Le sondage (1) de Recherche en santé mentale Canada (RSMC), met en lumière plusieurs tendances majeures concernant le bien-être, les dépendances et l’impact de la douleur physique sur la santé mentale des Canadiens.
Exactement 50 % des Canadiens déclarent consacrer du temps et des efforts à leur santé mentale. C’est moins que le temps accordé aux relations sociales (68 %), aux finances (64 %) ou à la santé physique (57 %).
Pour soutenir leur bien-être, une large majorité mise sur l’alimentation (78 %) et le sommeil (75 %). À noter que 30 % des personnes interrogées pratiquent la pleine conscience, la méditation ou des techniques de relaxation.
Les individus qui consacrent peu ou pas de temps à leur bien-être psychologique rapportent un taux d’épuisement professionnel plus élevé (34 %) que la moyenne nationale (26 %), souligne le sondage.
Également, au cours de l’année, 15 % des Canadiens ont accédé à des services de santé mentale. Ce chiffre est en hausse par rapport au sondage précédent (11 %).
Le coût de la vie est notamment cité par 44 % des Canadiens comme ayant un impact négatif sur leur santé mentale
L’on remarque aussi des disparités démographiques. Les jeunes hommes (16-34 ans) sont 3 à 4 fois plus susceptibles de présenter des signes de dépendance que la moyenne nationale.

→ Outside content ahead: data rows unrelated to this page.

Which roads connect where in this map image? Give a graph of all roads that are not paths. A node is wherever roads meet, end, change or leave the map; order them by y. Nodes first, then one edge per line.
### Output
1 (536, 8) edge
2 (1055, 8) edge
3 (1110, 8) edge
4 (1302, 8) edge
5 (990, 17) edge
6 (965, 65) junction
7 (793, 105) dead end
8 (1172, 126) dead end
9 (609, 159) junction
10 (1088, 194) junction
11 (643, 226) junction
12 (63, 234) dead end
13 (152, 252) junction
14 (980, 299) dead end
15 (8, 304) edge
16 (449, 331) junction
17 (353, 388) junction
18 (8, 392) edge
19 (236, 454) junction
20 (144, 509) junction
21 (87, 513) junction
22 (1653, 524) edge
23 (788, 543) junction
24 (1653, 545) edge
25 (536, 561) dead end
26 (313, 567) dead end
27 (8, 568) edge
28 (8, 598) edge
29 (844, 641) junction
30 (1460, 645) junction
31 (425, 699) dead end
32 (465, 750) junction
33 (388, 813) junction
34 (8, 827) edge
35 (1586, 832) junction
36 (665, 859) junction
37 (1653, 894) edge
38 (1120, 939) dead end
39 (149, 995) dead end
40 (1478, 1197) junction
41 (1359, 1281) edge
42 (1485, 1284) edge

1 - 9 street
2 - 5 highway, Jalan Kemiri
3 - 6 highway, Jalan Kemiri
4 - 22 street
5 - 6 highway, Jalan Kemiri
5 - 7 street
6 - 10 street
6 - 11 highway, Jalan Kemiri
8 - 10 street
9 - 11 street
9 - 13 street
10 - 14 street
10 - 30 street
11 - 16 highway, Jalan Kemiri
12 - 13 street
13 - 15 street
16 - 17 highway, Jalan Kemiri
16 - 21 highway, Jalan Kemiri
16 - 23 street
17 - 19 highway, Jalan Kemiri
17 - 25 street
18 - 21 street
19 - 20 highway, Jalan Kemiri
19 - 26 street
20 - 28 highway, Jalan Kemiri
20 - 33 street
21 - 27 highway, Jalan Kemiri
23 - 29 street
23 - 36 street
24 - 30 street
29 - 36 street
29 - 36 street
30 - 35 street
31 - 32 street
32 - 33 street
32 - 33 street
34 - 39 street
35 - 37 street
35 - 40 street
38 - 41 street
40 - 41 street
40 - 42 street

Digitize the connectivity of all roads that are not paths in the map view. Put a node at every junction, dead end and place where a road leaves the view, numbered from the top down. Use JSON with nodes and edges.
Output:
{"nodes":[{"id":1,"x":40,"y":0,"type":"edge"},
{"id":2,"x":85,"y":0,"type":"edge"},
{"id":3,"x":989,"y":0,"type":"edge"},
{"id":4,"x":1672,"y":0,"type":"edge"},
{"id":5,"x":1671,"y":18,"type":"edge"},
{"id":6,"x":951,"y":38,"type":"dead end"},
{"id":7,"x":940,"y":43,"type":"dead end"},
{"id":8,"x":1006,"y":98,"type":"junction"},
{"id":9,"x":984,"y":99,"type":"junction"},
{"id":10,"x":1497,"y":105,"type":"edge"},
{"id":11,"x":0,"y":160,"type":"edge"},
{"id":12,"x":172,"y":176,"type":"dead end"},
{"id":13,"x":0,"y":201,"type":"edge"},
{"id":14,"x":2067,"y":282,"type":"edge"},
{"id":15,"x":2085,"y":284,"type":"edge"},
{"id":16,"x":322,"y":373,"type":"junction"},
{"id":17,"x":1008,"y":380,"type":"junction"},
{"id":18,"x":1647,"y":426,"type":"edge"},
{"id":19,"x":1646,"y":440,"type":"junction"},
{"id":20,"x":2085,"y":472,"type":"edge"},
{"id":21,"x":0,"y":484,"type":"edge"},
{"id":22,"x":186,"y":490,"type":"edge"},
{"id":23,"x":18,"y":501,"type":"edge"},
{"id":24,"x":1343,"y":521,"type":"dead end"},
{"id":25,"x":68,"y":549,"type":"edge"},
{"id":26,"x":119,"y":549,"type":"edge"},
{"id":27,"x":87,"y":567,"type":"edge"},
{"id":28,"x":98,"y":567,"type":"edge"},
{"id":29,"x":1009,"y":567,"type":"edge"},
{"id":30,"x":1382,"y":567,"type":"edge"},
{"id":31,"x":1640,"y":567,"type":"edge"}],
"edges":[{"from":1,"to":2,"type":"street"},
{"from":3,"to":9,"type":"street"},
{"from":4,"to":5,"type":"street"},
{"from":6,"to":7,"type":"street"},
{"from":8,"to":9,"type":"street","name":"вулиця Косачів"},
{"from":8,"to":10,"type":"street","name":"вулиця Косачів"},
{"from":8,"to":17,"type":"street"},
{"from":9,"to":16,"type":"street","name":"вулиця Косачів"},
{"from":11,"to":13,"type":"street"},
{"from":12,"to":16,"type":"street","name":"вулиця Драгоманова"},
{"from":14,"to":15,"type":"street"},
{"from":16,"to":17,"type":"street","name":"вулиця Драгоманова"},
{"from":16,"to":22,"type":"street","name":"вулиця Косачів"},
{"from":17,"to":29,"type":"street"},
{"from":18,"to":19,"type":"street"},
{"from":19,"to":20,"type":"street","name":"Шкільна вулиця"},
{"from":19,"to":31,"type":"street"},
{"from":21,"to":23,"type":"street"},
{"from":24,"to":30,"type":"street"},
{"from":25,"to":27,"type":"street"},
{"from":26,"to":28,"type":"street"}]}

Par exemple, 16 % des hommes de 25 à 34 ans montrent des signes de dépendance à l’alcool et 21 % au cannabis, contre 5 et 6 % respectivement au niveau national.
Les hommes sont aussi plus enclins que les femmes à évoquer des idées ou des projets de suicide : chez les 16-24 ans, 35 % des hommes rapportent de telles pensées, contre 26 % des femmes.
Par ailleurs, bien que les hommes aient plus souvent des idées ou des projets de suicide et des problèmes liés à la consommation de substances, ils sont moins enclins à demander de l’aide lorsqu’ils en ont besoin.
Enfin, la stigmatisation reste un défi majeur : 31 % des personnes ayant un diagnostic de trouble mental se sentent gênées ou honteuses, et 32 % se sentent exclues du monde en raison de leur condition.
(1) Le sondage a été mené en ligne auprès d’un échantillon de 4207 adultes canadiens.